The FINEX is the latest addition and an optimized fine-ore smelting reduction (SR) iron making process based on the direct use of the coal and iron ore fines. FINEX Process is a fluidized bed based process using ore fines instead using iron ore lumps and pellets. This is a process with great potential with regard to productivity and the low cost production of hot metal.
In 1992, POSCO and VAI, Austria signed an agreement to work together for a joint development of the FINEX Process.

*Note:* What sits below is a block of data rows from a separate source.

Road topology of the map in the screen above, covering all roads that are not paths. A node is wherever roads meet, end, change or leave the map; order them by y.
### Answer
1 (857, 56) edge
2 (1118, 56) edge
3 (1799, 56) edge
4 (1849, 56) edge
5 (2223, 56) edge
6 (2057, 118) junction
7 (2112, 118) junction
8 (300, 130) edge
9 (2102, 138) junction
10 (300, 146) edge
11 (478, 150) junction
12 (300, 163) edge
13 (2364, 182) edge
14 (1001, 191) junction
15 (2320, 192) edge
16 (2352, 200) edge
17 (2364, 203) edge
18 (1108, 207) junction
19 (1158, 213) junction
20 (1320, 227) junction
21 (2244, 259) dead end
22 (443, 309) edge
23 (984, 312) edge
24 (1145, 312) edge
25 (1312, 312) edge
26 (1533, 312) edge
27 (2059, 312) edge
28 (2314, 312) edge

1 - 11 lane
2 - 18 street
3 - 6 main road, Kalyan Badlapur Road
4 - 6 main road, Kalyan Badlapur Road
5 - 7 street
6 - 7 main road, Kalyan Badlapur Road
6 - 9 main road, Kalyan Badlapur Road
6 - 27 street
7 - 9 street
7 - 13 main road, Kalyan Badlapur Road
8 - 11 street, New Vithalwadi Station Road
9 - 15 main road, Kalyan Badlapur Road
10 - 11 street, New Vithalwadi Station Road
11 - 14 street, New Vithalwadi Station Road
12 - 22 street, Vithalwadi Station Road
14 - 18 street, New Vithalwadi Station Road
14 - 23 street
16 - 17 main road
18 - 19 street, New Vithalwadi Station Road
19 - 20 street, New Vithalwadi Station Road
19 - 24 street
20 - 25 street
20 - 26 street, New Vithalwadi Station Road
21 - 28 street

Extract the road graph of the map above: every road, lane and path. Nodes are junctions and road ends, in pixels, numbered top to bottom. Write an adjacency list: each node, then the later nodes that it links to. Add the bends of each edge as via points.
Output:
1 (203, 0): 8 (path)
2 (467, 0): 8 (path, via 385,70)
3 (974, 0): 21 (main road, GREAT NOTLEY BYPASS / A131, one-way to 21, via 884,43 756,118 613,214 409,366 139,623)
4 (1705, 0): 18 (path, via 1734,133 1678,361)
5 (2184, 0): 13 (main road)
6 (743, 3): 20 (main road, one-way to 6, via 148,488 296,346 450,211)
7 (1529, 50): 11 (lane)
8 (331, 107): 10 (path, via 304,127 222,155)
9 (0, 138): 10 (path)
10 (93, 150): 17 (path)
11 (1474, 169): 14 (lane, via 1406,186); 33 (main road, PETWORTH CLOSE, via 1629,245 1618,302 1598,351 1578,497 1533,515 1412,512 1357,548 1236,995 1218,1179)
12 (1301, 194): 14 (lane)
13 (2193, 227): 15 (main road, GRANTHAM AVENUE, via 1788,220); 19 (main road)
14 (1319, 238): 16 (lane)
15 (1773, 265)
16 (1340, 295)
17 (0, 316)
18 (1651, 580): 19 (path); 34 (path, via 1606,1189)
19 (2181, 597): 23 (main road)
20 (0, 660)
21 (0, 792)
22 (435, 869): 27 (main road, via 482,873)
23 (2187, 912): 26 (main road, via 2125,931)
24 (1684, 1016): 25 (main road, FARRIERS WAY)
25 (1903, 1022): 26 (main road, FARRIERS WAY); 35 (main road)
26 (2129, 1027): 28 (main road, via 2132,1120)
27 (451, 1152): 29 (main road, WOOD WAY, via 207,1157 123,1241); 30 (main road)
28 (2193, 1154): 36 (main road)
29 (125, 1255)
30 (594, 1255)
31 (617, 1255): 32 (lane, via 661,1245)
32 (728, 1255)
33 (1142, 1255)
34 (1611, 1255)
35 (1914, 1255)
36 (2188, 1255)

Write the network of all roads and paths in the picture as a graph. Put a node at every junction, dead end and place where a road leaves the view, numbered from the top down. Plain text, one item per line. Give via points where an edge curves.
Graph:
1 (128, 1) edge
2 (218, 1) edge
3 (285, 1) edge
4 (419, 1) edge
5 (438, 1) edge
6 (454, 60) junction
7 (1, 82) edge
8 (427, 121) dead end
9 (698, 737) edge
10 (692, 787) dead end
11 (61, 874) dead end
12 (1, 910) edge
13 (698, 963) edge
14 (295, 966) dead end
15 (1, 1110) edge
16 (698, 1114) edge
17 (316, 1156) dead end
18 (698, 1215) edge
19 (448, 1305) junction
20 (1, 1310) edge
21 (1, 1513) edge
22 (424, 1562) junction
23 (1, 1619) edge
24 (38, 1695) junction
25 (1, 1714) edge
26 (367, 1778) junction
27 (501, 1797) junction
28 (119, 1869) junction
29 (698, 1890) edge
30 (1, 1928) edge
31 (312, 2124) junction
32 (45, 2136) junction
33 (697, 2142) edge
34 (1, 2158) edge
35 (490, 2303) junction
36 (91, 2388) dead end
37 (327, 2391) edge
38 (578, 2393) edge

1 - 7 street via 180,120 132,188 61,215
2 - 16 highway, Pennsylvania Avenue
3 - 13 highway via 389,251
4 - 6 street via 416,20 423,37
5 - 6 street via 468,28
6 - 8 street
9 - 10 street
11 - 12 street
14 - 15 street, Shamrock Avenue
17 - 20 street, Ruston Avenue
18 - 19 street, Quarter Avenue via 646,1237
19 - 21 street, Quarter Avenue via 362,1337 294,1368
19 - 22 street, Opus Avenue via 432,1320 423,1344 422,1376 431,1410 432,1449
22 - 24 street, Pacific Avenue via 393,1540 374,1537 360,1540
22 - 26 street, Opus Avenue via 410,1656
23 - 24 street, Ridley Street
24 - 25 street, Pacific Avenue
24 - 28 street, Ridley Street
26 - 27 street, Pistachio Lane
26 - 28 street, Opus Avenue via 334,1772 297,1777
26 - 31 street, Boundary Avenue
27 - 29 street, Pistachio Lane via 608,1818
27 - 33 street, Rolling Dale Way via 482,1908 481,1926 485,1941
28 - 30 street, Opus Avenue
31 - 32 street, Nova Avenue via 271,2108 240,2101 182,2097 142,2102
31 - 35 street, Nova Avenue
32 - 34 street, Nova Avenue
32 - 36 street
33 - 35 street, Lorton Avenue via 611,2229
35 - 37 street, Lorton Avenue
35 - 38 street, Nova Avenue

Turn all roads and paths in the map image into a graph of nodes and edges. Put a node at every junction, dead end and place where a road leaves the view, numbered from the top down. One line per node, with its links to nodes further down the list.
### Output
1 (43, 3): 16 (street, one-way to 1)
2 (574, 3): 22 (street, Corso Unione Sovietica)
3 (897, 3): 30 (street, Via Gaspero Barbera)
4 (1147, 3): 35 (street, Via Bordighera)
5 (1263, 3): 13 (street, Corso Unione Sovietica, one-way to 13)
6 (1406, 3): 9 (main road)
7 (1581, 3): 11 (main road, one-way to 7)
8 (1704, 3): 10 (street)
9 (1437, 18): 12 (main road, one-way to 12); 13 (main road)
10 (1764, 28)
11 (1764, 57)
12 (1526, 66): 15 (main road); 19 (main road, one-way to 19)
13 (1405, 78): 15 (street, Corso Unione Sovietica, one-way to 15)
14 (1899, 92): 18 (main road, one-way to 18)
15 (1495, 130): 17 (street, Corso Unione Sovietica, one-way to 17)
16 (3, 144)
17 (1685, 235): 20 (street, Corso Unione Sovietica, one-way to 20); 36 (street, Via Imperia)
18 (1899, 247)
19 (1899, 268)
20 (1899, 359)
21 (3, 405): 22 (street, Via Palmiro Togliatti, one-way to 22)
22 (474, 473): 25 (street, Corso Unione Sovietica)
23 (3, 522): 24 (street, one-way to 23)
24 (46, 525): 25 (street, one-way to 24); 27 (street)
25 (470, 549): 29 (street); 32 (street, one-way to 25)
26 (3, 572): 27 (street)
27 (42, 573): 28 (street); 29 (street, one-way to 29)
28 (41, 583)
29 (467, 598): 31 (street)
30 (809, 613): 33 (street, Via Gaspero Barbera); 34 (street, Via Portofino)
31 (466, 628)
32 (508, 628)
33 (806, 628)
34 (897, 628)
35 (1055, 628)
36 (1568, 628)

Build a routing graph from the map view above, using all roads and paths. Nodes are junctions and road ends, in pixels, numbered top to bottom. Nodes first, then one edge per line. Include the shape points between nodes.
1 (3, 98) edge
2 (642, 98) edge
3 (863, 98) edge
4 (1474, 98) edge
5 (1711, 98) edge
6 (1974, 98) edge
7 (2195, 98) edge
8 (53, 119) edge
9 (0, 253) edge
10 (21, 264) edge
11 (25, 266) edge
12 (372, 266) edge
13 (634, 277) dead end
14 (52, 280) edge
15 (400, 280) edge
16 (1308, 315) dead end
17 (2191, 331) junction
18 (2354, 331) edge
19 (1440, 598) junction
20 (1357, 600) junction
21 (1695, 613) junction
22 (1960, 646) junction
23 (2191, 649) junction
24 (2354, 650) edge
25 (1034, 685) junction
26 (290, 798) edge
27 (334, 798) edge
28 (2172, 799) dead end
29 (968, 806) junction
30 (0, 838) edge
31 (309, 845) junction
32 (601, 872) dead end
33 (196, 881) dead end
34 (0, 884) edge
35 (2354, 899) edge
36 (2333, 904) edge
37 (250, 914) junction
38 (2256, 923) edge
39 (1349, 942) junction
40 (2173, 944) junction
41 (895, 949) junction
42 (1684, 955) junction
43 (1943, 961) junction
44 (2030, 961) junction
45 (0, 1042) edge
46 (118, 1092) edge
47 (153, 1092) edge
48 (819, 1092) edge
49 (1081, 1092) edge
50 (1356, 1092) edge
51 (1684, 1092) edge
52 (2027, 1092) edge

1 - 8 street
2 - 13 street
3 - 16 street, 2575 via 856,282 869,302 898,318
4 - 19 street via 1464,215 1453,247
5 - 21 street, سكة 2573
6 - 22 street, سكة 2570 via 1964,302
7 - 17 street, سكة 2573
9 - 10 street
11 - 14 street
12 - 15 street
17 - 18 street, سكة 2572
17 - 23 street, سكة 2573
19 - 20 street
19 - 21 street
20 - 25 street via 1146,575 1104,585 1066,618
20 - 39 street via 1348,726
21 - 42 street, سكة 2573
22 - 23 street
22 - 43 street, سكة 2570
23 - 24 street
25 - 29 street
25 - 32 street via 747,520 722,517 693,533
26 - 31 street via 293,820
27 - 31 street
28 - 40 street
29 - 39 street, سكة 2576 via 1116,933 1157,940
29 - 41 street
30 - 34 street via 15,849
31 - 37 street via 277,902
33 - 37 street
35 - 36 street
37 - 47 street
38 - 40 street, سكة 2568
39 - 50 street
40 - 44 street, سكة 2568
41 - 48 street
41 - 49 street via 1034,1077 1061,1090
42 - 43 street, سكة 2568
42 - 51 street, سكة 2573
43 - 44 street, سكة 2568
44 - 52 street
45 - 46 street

And accordingly, FINEX process was developed jointly by POSCO, Korea and Primetals Technologies to provide the iron making sector with the capability of producing (hot metal) at a reduced cost, lesser environmental pollutions and more flexibility in terms of operation and the choice of raw materials. Primetals Technologies Limited, is a joint venture of Siemens VAI Metals Technologies and Japan’s Mitsubishi Hitachi Metals Machinery (MHMM).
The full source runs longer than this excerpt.